Miami Heat musiało sobie radzić przez kilka ostatnich dni bez Dwyane'a Wade'a. "Flash" odczuwał bowiem ból w prawym kolanie, który skutecznie uniemożliwiał mu grę. Teraz jest już jednak coraz lepiej i D-Wade powinien być gotowy na konfrontację z Chicago Bulls. Będzie ona miała miejsce w nocy ze środy na czwartek (o 1:00 polskiego czasu).
- To tylko stłuczenie. Chodzi o to, by zrozumieć, że jeśli jakaś partia ciała cię boli, może to wpłynąć źle na resztę narządów. Trzeba być mądrym i zdać sobie sprawę z tego, co nasz czeka w następnych dniach. Mam nadzieję, że w środę będę w stanie wrócić na boisko - stwierdził Wade.

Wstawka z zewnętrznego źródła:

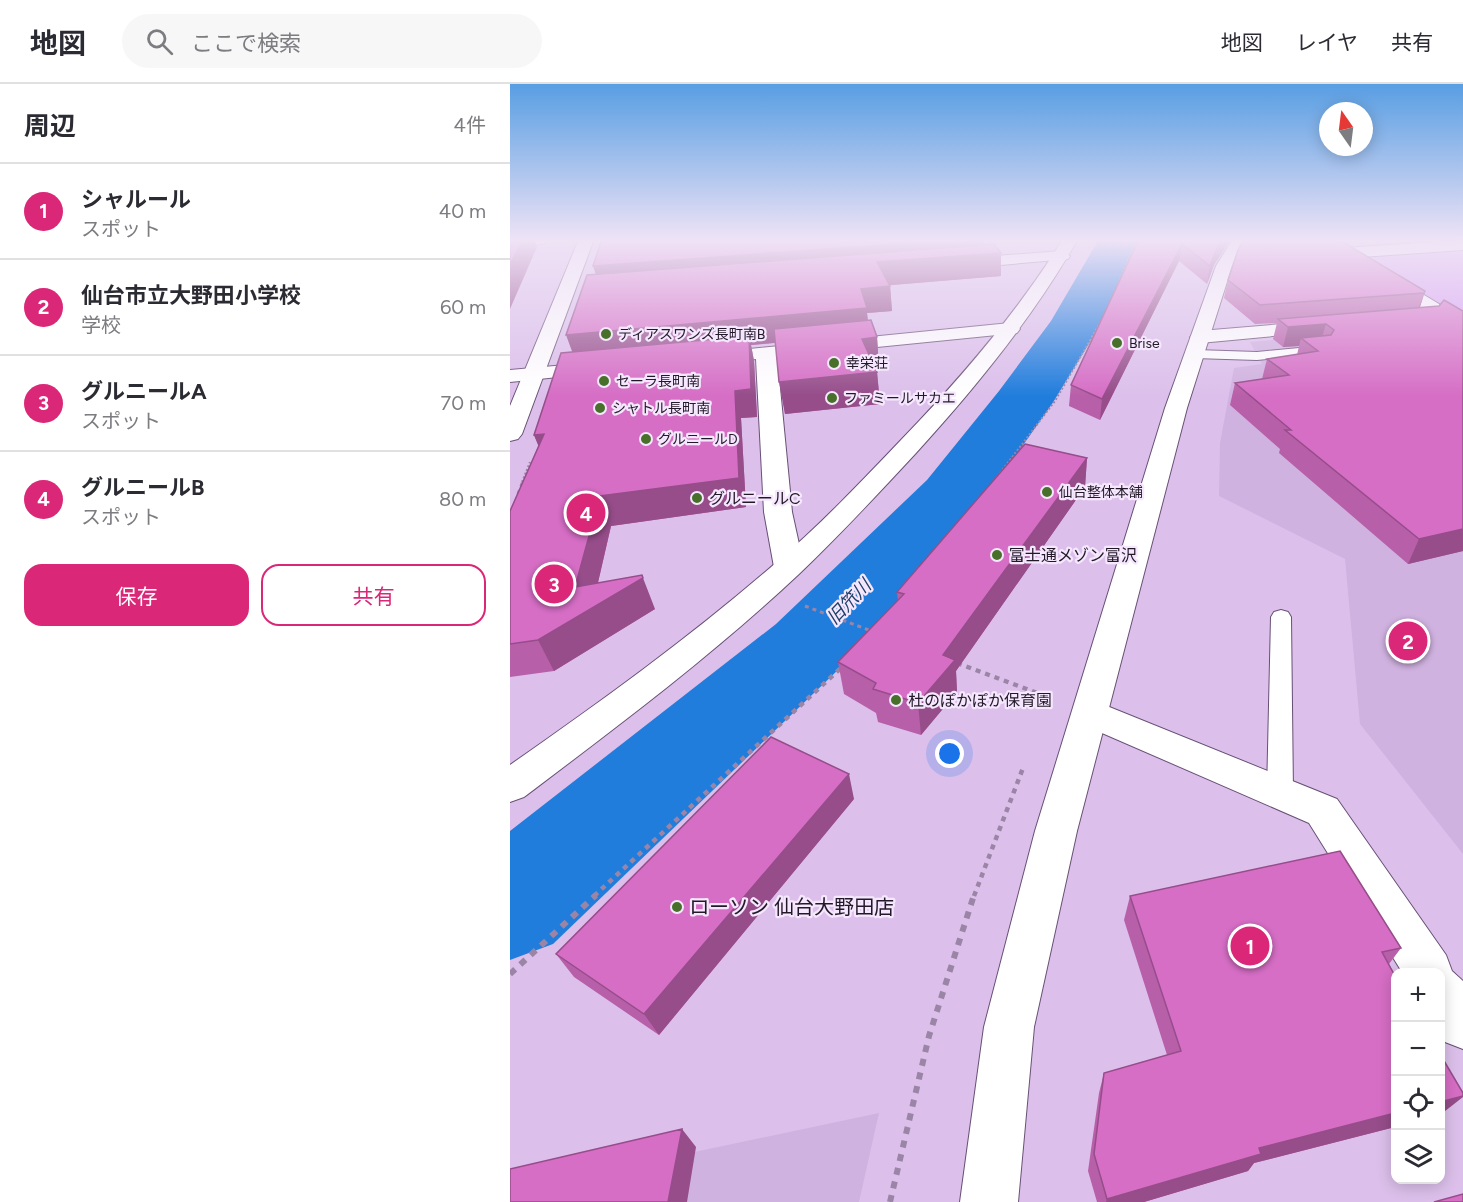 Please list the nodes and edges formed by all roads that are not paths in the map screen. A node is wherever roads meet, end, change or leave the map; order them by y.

Heat są obecnie na najlepszej drodze do tego, by pobić rekord Los Angeles Lakers z sezonu 1971/1972 i zanotować 34. zwycięstwa z rzędu. Aby to osiągnąć, muszą wygrać siedem kolejnych spotkań. Ze zdrowym Wadem o ten wyczyn na pewno będzie im zdecydowanie łatwiej.